Myth 4: Medical bullshit only harms those who fall for it.


Truth: Even if medical bullshit only harmed those who directly bought into it, it would still be a huge problem. But it doesn’t – it affects everyone and in multiple ways. We saw (and are still seeing) numerous examples of this related to the COVID-19 pandemic. When people don’t wear masks due to misinformation or disinformation, infection rates and deaths increase for everyone. People not wearing masks may be at greater risk, but other citizens, including very vulnerable individuals (e.g. elderly in nursing homes, and persons receiving chemotherapy for cancer) are also now at greater risk. When mobs are incited to tear down 5G towers and threaten public health officials, guess who pays the price. When preventable infections spread (3) or pandemics are drawn out due to misinformation about vaccination… well, you get the point.
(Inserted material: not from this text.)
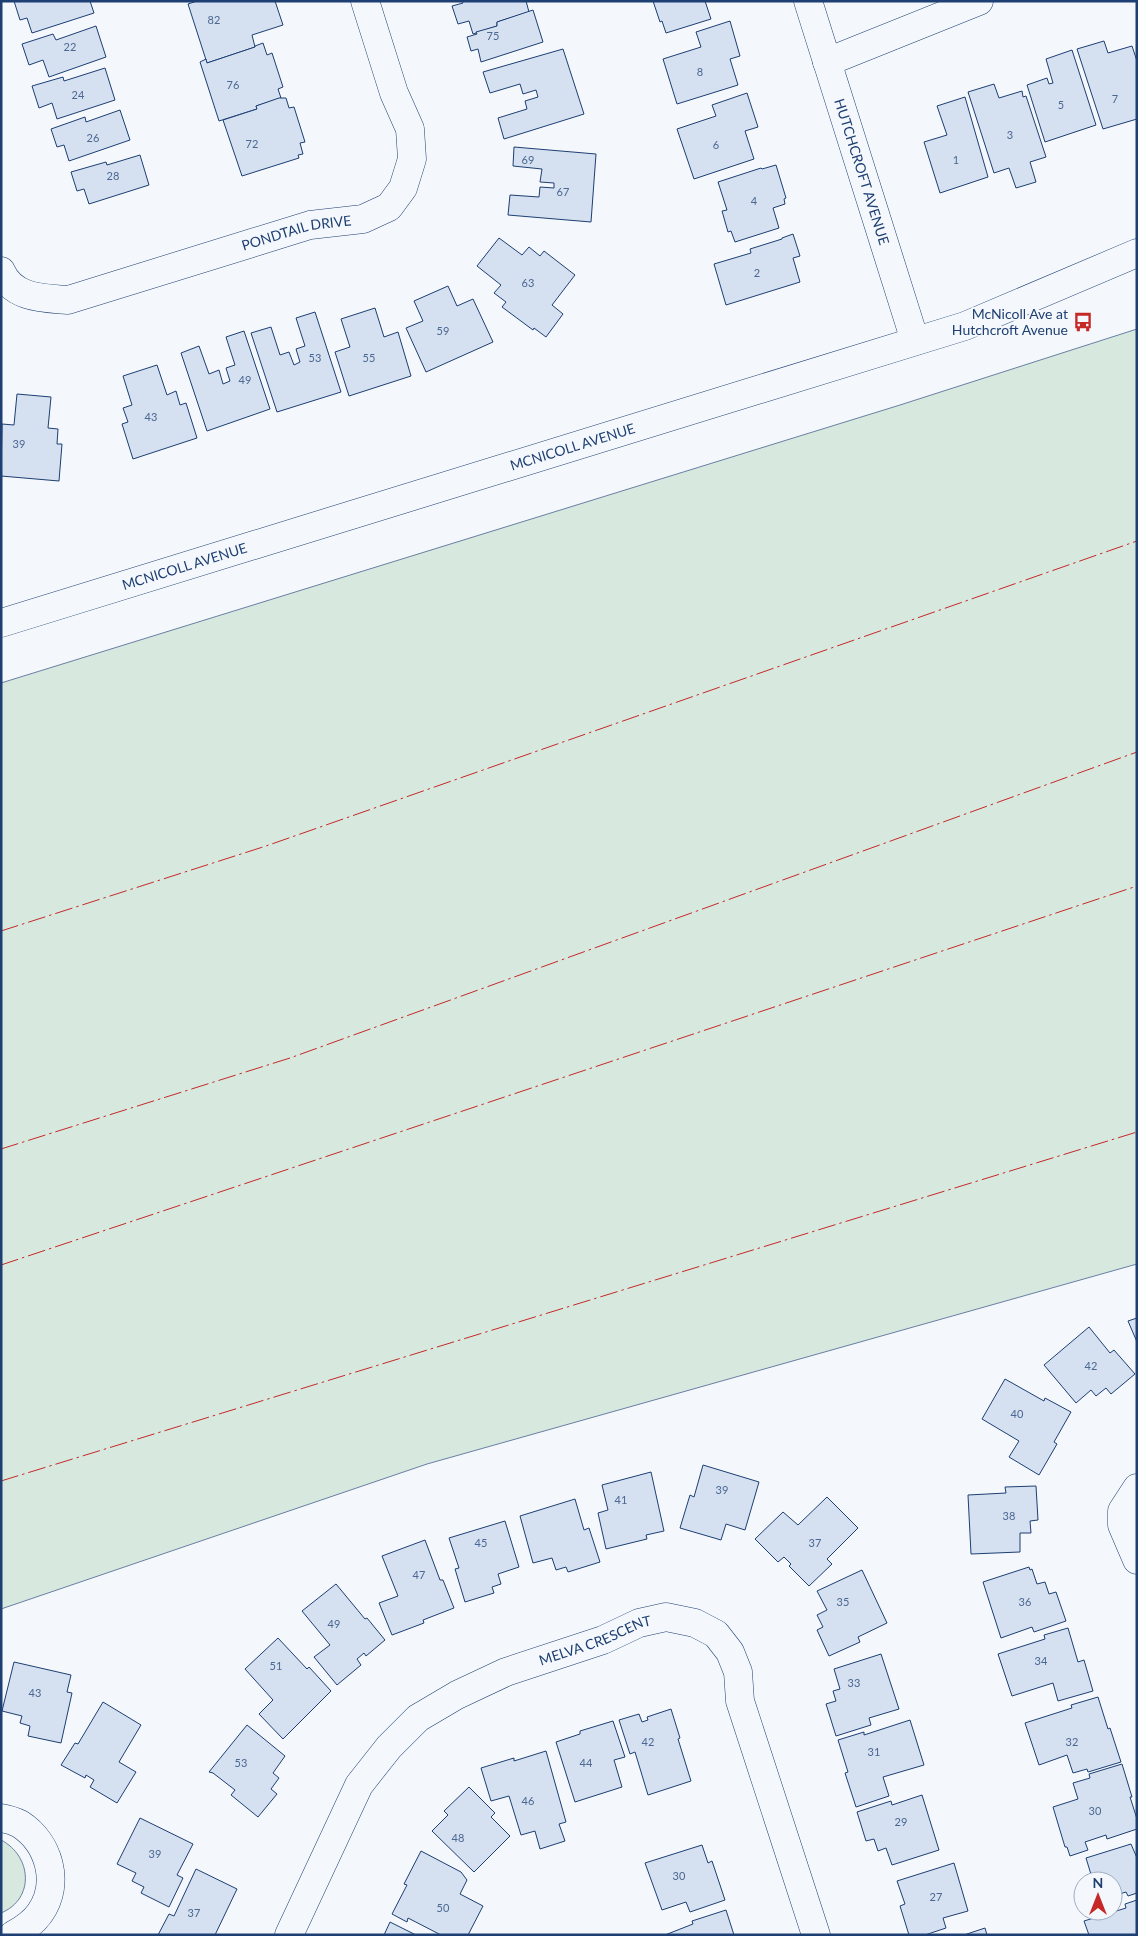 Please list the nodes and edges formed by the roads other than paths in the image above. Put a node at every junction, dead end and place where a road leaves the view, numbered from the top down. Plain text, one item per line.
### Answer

A healthy society depends on healthy citizens. We can look at this through a very practical lens—increased healthcare costs, heightened spread of infectious diseases, lost productivity due to preventable illness, distrust of accurate and life-saving public health information. We can also take a more spiritual view—as an interdependent being your decisions affect everyone, and the well-being and suffering of others affects you. We should attack medical bullshit as if our lives depended on it. Because they do.



References:

1. Shrank WH, Rogstad TL, Parekh N. Waste in the US Health Care System: Estimated Costs and Potential for Savings. JAMA. 2019;322(15):1501-1509.

2. Papanicolas I, Woskie LR, Jha AK. Health Care Spending in the United States and Other High-Income Countries. JAMA. 2018;319(10):1024-1039.

3. Benecke O, DeYoung SE. Anti-Vaccine Decision-Making and Measles Resurgence in the United States. Glob Pediatr Health. 2019;6:2333794X19862949.